Dans cette entité largement dépendante de l'agriculture, l'abandon progressif des activités champêtres fait craindre une dégradation rapide des conditions de vie. Le responsable coutumier avertit qu'une baisse de la production agricole pourrait rapidement déboucher sur une crise alimentaire si la situation perdure.
« Si les cultivateurs continuent à rester chez eux, nous risquons de faire face à une crise alimentaire. Les familles vivent essentiellement de l'agriculture et cette peur empêche déjà plusieurs personnes de travailler leurs terres », prévient-il.
Face à cette situation, Mwami Katiabo Mayani Henri Serge appelle les services et organisations chargés de la protection de la faune et de l'environnement à intervenir sans délai.
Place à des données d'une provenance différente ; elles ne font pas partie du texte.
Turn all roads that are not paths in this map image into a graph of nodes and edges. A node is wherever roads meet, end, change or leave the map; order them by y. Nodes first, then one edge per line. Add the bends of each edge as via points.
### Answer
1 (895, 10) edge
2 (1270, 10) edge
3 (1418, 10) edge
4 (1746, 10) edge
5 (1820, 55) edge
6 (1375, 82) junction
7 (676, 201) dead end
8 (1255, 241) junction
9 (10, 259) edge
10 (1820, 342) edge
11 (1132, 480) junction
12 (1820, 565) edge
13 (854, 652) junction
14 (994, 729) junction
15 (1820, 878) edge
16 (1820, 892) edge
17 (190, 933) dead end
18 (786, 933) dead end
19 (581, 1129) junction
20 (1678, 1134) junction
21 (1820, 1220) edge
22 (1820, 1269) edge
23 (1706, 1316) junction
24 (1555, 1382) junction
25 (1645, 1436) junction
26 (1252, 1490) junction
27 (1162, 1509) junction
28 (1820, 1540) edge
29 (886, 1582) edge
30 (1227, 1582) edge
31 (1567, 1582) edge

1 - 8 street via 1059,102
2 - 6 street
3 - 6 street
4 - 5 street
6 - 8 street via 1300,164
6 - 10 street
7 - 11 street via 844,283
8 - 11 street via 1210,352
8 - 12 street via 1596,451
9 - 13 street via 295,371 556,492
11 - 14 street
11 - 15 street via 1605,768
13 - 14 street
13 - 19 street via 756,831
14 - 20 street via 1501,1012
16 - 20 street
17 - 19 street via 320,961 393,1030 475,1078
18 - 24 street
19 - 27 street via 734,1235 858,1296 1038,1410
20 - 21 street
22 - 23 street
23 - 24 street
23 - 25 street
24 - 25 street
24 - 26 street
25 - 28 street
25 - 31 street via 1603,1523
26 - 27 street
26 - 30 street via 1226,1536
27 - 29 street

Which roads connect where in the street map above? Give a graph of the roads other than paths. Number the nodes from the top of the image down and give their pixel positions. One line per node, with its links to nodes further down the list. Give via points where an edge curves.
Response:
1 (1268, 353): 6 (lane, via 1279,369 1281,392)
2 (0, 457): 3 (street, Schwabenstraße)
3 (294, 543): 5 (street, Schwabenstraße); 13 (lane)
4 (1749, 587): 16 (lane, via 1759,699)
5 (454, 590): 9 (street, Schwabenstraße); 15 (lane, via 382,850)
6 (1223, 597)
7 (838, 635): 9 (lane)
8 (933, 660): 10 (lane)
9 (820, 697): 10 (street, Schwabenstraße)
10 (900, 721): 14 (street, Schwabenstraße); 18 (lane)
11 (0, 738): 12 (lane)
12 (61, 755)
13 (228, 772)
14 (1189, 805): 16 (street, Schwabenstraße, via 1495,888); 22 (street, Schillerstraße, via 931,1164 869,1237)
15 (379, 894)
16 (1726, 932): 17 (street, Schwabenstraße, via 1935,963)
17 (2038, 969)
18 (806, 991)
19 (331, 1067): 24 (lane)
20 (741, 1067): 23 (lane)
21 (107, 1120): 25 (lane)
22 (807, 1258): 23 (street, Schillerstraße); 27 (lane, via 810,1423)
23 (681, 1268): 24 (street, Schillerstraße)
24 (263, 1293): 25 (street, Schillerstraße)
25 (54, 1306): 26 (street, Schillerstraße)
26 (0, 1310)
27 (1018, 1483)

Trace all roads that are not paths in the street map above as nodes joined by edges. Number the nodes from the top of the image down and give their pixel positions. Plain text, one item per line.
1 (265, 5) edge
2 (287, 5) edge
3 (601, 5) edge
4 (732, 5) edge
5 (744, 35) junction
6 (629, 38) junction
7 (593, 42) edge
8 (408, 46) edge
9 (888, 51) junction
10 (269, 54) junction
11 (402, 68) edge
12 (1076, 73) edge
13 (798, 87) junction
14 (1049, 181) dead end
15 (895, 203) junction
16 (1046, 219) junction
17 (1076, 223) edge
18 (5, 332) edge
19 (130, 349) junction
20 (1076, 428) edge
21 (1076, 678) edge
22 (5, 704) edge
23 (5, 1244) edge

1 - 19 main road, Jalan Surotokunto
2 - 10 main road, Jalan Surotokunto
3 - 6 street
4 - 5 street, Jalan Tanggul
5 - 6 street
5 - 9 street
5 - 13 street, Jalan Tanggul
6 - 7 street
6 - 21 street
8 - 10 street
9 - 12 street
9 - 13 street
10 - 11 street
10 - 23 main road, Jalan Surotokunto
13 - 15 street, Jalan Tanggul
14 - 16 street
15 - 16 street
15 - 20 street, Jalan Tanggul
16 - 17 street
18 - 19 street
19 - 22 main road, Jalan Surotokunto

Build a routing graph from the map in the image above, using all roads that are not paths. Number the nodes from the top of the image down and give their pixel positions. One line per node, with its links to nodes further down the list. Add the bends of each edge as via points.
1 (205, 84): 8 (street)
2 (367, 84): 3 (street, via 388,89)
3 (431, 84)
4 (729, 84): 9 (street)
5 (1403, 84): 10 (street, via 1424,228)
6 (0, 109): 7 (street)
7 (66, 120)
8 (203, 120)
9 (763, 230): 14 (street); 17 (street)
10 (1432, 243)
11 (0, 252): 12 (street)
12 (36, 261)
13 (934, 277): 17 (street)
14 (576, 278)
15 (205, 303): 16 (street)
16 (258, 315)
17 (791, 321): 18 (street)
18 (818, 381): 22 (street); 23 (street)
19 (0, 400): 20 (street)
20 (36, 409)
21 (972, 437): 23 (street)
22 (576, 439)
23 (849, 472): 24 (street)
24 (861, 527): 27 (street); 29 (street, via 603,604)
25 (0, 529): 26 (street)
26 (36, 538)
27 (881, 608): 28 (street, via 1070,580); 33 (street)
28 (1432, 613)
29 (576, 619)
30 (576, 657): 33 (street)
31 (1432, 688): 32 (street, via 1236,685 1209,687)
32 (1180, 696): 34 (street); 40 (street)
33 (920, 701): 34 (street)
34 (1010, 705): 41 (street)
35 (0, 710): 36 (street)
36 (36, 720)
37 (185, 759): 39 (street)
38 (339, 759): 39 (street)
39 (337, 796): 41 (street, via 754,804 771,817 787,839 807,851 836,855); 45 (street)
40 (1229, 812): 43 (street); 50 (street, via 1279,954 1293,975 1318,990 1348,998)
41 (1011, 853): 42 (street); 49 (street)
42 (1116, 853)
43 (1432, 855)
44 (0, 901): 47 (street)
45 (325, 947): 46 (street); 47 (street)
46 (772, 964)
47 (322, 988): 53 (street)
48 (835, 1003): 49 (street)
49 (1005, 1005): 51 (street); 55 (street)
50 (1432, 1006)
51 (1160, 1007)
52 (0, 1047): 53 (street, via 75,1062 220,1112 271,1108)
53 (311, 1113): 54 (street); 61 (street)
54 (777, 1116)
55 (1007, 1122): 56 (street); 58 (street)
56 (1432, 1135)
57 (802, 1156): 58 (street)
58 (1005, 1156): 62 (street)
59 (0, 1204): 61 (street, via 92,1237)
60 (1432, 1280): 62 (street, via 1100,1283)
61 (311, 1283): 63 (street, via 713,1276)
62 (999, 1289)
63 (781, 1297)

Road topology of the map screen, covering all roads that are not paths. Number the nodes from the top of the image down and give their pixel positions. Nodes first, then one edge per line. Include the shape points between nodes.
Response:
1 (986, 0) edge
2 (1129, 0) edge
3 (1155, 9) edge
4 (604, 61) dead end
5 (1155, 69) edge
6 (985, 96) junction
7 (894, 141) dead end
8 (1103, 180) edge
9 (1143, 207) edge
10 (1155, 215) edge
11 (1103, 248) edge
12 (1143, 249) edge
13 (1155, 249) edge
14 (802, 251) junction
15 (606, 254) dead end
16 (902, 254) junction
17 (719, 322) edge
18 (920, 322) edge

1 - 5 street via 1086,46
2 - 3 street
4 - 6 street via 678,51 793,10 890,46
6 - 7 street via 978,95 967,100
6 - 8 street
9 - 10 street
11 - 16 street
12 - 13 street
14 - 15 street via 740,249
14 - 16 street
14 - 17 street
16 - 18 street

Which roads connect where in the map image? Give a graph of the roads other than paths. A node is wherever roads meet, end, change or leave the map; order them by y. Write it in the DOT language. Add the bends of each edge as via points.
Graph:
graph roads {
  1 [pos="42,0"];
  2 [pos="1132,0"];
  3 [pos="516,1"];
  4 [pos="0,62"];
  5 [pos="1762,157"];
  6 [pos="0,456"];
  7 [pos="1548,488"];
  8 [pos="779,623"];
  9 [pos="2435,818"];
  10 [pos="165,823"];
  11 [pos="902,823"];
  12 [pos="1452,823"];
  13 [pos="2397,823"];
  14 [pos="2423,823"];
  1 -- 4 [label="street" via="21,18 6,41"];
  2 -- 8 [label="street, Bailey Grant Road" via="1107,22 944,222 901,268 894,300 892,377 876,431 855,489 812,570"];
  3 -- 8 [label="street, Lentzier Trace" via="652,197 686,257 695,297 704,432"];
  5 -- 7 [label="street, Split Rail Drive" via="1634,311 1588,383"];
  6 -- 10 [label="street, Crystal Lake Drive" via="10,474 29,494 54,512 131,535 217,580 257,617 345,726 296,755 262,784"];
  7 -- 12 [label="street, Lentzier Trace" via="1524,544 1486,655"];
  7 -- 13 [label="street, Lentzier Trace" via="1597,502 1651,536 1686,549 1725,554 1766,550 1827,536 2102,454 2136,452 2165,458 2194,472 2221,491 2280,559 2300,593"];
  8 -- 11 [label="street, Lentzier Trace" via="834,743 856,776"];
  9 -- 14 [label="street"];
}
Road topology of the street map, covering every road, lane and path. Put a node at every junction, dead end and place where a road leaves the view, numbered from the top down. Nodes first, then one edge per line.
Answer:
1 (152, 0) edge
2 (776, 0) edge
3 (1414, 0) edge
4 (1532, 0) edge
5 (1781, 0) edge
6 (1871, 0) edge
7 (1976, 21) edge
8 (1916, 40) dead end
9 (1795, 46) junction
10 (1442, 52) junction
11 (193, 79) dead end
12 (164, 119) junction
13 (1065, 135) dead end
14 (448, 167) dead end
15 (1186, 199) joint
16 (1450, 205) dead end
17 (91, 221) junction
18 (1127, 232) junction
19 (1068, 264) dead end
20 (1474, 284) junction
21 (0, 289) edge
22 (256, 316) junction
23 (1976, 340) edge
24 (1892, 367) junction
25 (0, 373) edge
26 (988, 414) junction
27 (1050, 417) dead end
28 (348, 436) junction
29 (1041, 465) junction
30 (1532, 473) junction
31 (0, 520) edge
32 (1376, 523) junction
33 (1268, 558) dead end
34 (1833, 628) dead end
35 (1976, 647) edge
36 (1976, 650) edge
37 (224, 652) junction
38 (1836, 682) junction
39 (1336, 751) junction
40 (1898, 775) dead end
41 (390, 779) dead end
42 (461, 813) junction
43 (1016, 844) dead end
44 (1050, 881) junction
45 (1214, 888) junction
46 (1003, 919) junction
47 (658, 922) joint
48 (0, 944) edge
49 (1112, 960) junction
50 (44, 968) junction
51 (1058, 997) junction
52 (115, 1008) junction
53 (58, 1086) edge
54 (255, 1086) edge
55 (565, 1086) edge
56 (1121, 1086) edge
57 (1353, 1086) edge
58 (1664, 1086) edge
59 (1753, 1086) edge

Il plaide pour la capture du félin et sa relocalisation dans son habitat naturel, notamment au Parc national de Maiko, situé à proximité.
Selon lui, une intervention rapide permettrait à la fois d'assurer la sécurité des populations, de préserver cet animal sauvage et d'éviter de nouveaux incidents dans cette partie du territoire de Walikale.